Source: go.theregister.com – Author: Team Register
A Nebraska man will appear in court today to face charges related to allegations that he defrauded cloud service providers of more than $3.5 million in a long-running cryptojacking scheme.
Charles O. Parks III is alleged to have netted himself a sum north of $970,000, the indictment claims, between in or about January 2021 through August of the same year. He is accused of doing so using the high-powered computational resources of two “well-known providers of cloud computing services” referred to only as “Company 1”, “Subsidiary 1” (a subsidiary of Company 1), and “Company 2”.
These “well-known providers” were said to be based in Seattle and Redmond respectively. Any guesses? One potential clue: Google is based in Mountain View.
Parks was alleged to have created five different accounts with Subsidiary 1 all using a VPN and a variety of names, email addresses, corporate affiliations, and other identifying information.
Among these companies included CP3O LLC and, amusingly, since he never became one throughout this scheme, MultiMillionaire LLC.
He allegedly went on to convince the companies to increase the resources to which he had access, requesting powerful instances suitable for cryptomining, and then proceeded to not pay the huge bills he racked up at each company.
Nearly $1 million worth of Ethereum, Litecoin, and Monero was mined and laundered, which in turn used $2.58 million worth of resources at Subsidiary 1 and $969,731 at Company 2.
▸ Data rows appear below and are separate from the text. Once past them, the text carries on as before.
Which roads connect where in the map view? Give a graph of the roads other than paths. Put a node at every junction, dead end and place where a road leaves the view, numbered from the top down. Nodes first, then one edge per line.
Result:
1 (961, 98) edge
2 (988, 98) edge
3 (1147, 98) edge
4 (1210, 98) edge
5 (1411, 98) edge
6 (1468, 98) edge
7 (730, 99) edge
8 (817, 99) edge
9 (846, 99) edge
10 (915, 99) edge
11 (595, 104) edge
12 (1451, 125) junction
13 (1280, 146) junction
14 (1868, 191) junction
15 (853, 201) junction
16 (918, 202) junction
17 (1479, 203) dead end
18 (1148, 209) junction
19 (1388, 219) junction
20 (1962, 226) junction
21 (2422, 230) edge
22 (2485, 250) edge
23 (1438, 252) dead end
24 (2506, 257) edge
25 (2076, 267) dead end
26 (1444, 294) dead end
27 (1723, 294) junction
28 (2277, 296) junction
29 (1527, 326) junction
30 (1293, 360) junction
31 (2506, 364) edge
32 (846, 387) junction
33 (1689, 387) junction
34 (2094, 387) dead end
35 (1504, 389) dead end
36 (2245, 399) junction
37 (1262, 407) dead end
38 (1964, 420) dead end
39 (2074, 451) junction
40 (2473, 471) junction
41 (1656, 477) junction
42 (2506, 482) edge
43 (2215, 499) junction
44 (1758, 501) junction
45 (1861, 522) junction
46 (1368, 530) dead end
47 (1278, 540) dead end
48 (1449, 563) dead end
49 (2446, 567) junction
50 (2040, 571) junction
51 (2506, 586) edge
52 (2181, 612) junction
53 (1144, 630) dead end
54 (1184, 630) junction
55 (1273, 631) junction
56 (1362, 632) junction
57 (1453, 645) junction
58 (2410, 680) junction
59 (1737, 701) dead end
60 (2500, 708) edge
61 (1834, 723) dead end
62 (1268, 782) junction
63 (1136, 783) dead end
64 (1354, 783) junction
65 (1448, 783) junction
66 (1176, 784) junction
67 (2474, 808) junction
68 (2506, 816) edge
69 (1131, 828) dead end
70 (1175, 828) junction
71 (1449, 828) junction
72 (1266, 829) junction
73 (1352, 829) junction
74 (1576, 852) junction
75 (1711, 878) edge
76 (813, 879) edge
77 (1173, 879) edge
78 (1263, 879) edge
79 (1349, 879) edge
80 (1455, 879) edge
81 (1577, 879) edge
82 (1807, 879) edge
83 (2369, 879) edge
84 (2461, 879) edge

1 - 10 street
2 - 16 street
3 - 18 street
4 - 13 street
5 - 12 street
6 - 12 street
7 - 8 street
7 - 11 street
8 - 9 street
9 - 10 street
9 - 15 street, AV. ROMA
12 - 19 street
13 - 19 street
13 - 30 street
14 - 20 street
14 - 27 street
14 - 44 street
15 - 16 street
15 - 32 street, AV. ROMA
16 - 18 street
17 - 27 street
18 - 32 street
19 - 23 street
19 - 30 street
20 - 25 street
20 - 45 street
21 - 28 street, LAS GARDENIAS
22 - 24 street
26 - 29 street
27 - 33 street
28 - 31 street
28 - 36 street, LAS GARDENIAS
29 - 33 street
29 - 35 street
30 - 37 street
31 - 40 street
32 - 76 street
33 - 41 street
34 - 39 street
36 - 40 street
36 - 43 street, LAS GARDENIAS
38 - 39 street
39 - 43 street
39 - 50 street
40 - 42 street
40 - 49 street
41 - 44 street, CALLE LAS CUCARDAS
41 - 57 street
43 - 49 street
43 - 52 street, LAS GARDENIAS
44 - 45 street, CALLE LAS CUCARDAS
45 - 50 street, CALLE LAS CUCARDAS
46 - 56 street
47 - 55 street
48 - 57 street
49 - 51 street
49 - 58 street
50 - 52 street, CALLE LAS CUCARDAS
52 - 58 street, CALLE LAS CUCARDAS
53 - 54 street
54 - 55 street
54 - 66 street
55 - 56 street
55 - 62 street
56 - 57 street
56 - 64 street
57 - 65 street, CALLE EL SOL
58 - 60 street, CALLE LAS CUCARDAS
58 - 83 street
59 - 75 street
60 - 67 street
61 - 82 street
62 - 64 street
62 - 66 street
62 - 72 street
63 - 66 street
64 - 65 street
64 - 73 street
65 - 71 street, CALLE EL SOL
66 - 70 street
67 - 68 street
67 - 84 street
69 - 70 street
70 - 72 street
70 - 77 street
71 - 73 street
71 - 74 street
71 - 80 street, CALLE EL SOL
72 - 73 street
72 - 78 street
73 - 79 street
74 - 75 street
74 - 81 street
Tens of thousands of high-powered instances were spun up over the course of the scheme. In two cases, an individual prosecutors allege was Parks started using another account at Subsidiary 1 within a day of his previous one being banned for nonpayment and fraudulent activity.
Using cloud platforms is legal, but there are serious restrictions. With Azure, for example, you need Microsoft’s explicit approval, although this policy came into effect in 2022. When the complaint alleges Parks was running his scheme, mining was allowed on Azure, but only on certain subscription types.
Plus, it’s generally understood that you can’t make a profit since the costs incurred will outweigh the value of the tokens that are mined. So, the only way to make a profit is to mine away, not pay the bill, and run off to a place that won’t extradite you back to the US.
The indictment alleges that Park did not do that though. He stayed in Omaha, Nebraska, and after allegedly laundering his tokens and turning them into dollars, he spent it on lavish purchases such as a Mercedes Benz and first-class travel.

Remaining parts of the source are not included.